Mas pode ser dentista. Pode ser fisioterapeuta. Pode ser pintor (muitos preferem usar branco, pois é mais fácil limpar com água sanitária depois). Pode ser praticante de religião afro ou espírita...

Está de terno? É advogado ou político.
Já teve ladrão usando terno e gravata para impressionar as vítimas, sabia?

E se você entrasse em um estúdio de tattoo e o artista não tivesse uma sequer? Você acreditaria em seu potencial? Ou julgaria, como tantos, que ele não é alternativo o suficiente, que não é bom o suficiente?

Se eu mostrasse a foto desta mulher e dissesse que ela entende de rock, você acreditaria?


Pois ela é nada mais, nada menos, que Gisele Maria Rocha, brasileira, muçulmana e toca guitarra pra caramba!!! Olha um vídeo dela:


Fico pensando na quantidade de pessoas que desistem de seus sonhos por um impedimento social. O tatuador com quelóides é apenas um exemplo. Ele é um artista, independente da cena ou não. E ser isolado por conta de uma obrigatoriedade social da cena é algo triste. Se ele usar tattoos falsas e piercings falsos, ele será menos que os outros? Se eu usar por problemas para furar, serei menos digna?
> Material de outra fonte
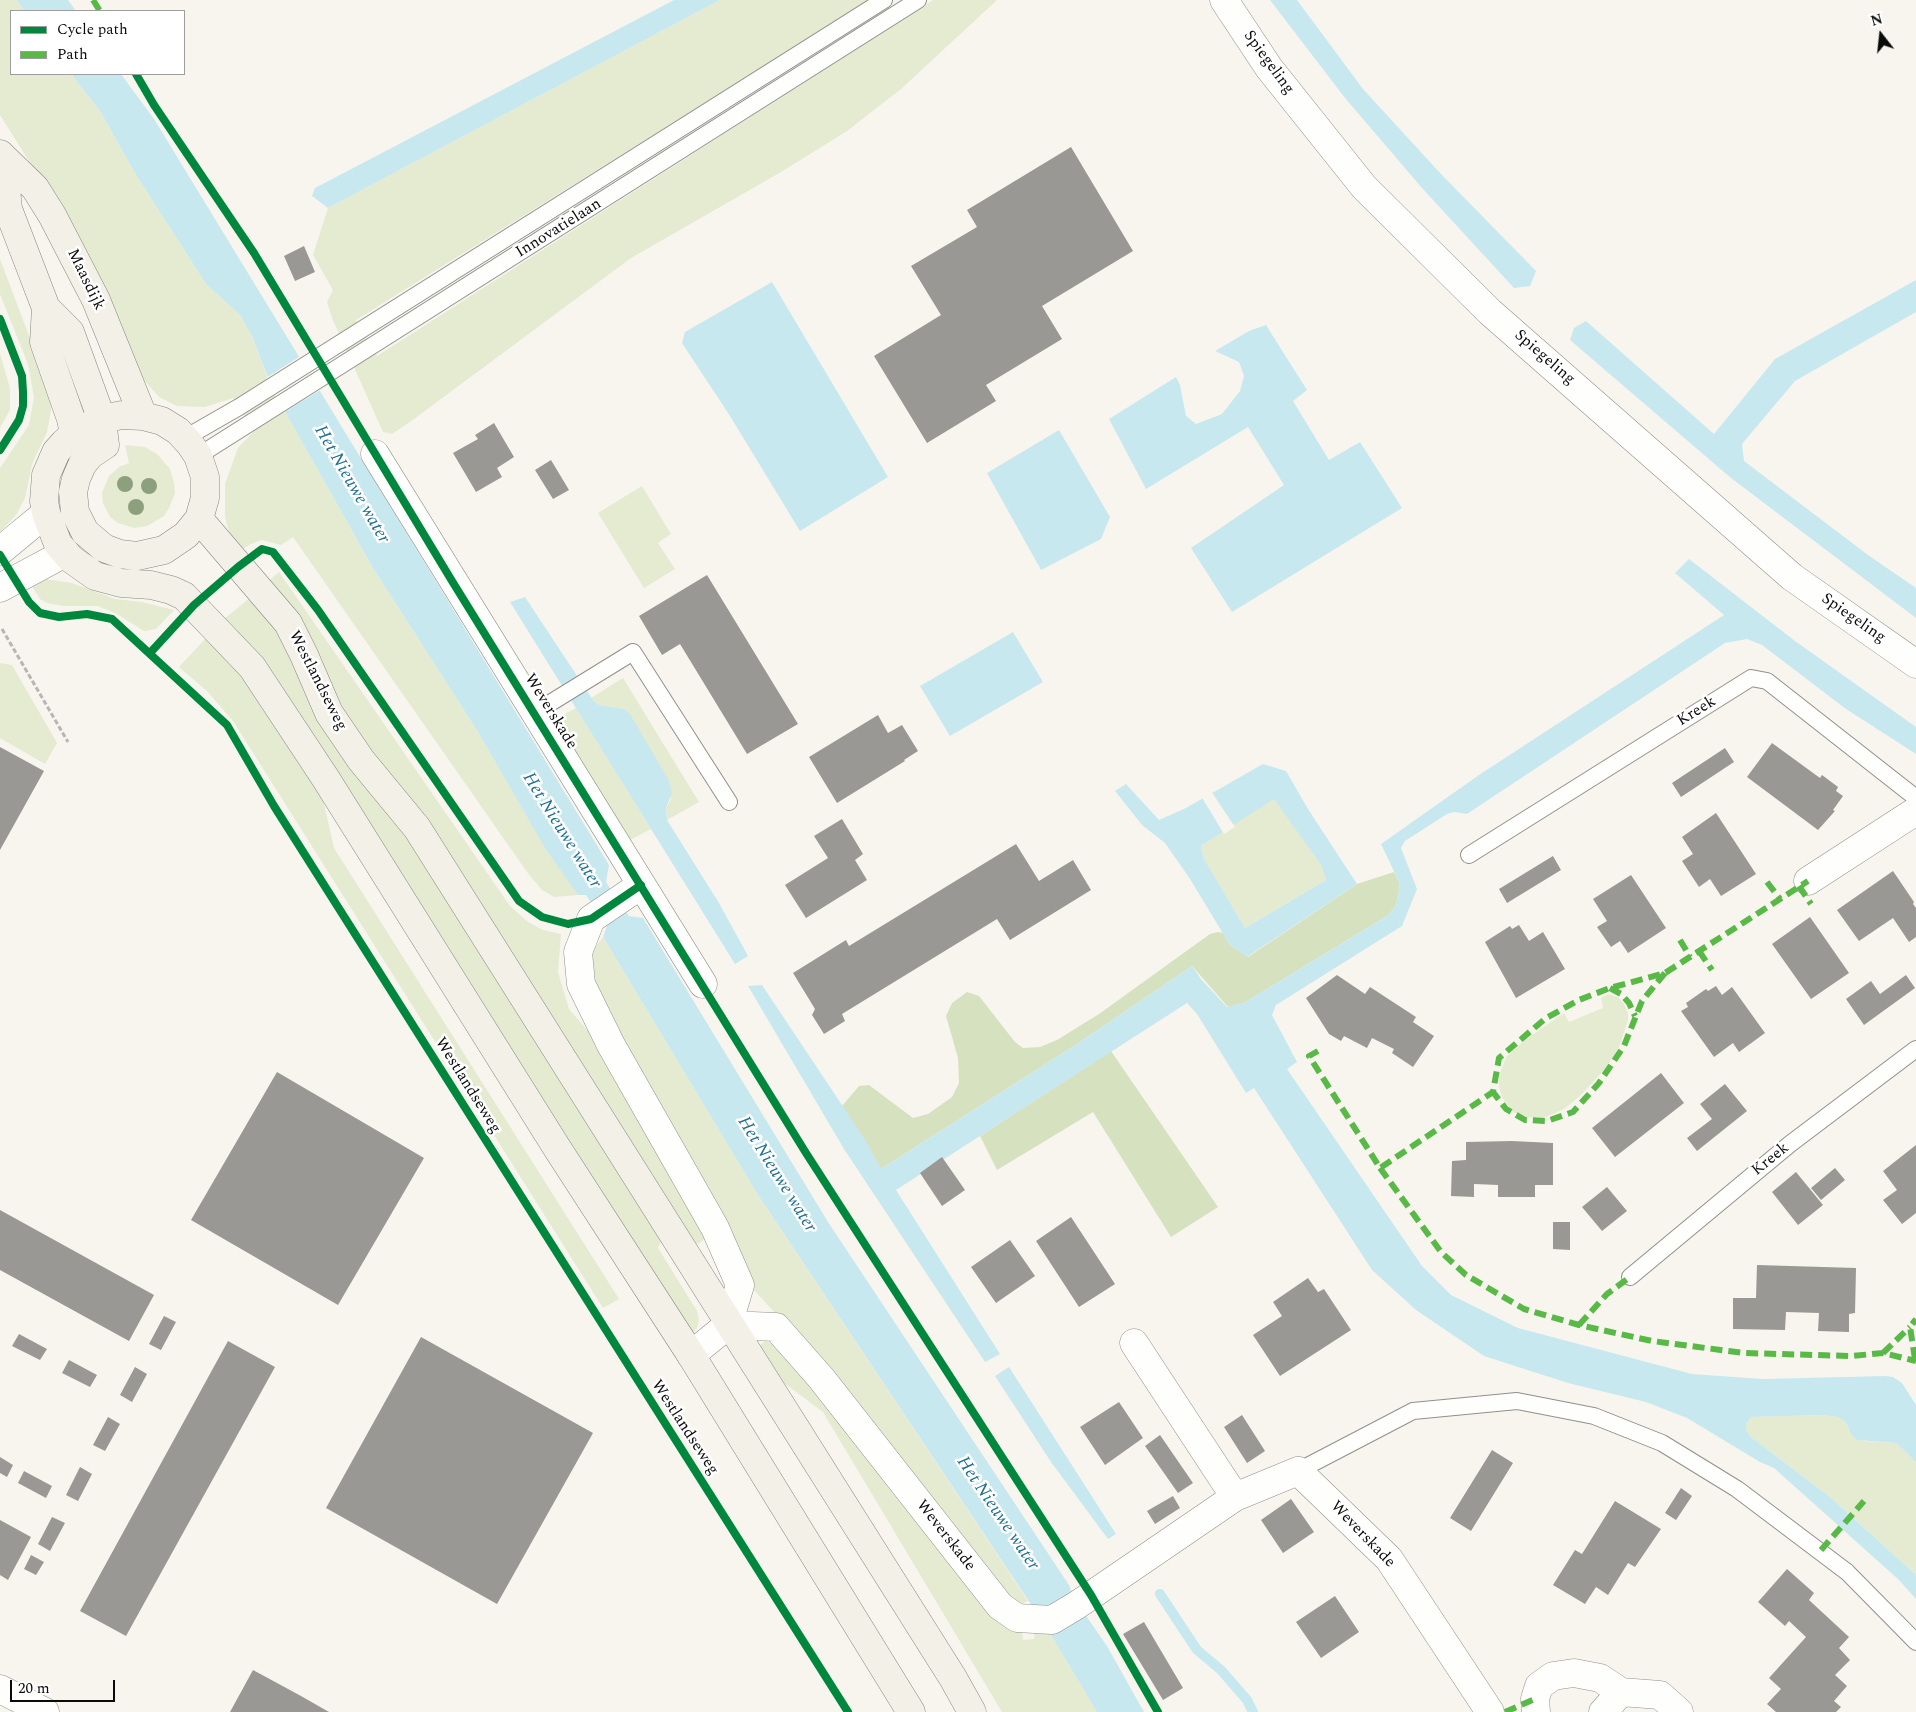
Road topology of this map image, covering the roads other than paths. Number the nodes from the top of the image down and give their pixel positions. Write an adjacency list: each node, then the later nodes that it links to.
1 (884, 0): 9 (lane, Innovatielaan)
2 (918, 0): 9 (lane, Innovatielaan)
3 (1224, 0): 17 (street, Spiegeling)
4 (2, 156): 5 (main road, Maasdijk); 6 (main road, Maasdijk)
5 (46, 308): 7 (main road, Maasdijk); 8 (main road, Maasdijk)
6 (143, 416): 7 (main road); 9 (main road)
7 (102, 420): 8 (main road); 13 (main road)
8 (74, 434): 11 (main road)
9 (192, 447): 12 (main road)
10 (375, 454): 18 (street, Weverskade)
11 (46, 513): 14 (street); 15 (main road)
12 (199, 519): 13 (main road); 28 (main road, Westlandseweg)
13 (92, 539): 15 (main road)
14 (0, 551)
15 (65, 553): 16 (street); 30 (main road)
16 (0, 588)
17 (1916, 664)
18 (534, 713): 20 (lane); 24 (street, Weverskade)
19 (1916, 798): 22 (lane, Kreek)
20 (729, 802)
21 (1916, 811): 23 (street)
22 (1469, 854)
23 (1808, 881)
24 (641, 885): 25 (street, Weverskade); 28 (street)
25 (702, 984)
26 (1916, 1049): 27 (lane, Kreek)
27 (1630, 1277)
28 (728, 1324): 30 (street); 32 (street, Weverskade); 38 (main road, Westlandseweg)
29 (1134, 1342): 32 (street)
30 (691, 1355): 37 (main road)
31 (1298, 1471): 32 (street, Weverskade); 33 (lane); 39 (street, Weverskade)
32 (1235, 1497)
33 (1916, 1642)
34 (0, 1689): 36 (street)
35 (1621, 1692): 40 (street); 41 (street); 42 (street)
36 (45, 1712)
37 (912, 1712)
38 (972, 1712)
39 (1490, 1712)
40 (1536, 1712)
41 (1603, 1712)
42 (1679, 1712)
A cena alternativa dentro dela mesma sempre lutou por igualdade: de raça, de sexualidade, de condição social. O punk era punk, independente de ser negro ou branco. O gótico é gótico sendo homem ou mulher. O rockabilly é rockabilly, independente se veio da praia, do campo ou da cidade. 

E aí vejo aquela briga do "gótico tem que parecer um vampiro, pele cor de leite" e fico fula. Punk tem que se furar todo para ser respeitado. Fetichista pre-ci-sa usar saltos altíssimos. Não, não, não. Isso não é uma questão de manter o aspecto cultural da subcultura. É impor uma regra cega, segregadora. Exatamente a mesma coisa que a sociedade "normal" faz conosco todo dia.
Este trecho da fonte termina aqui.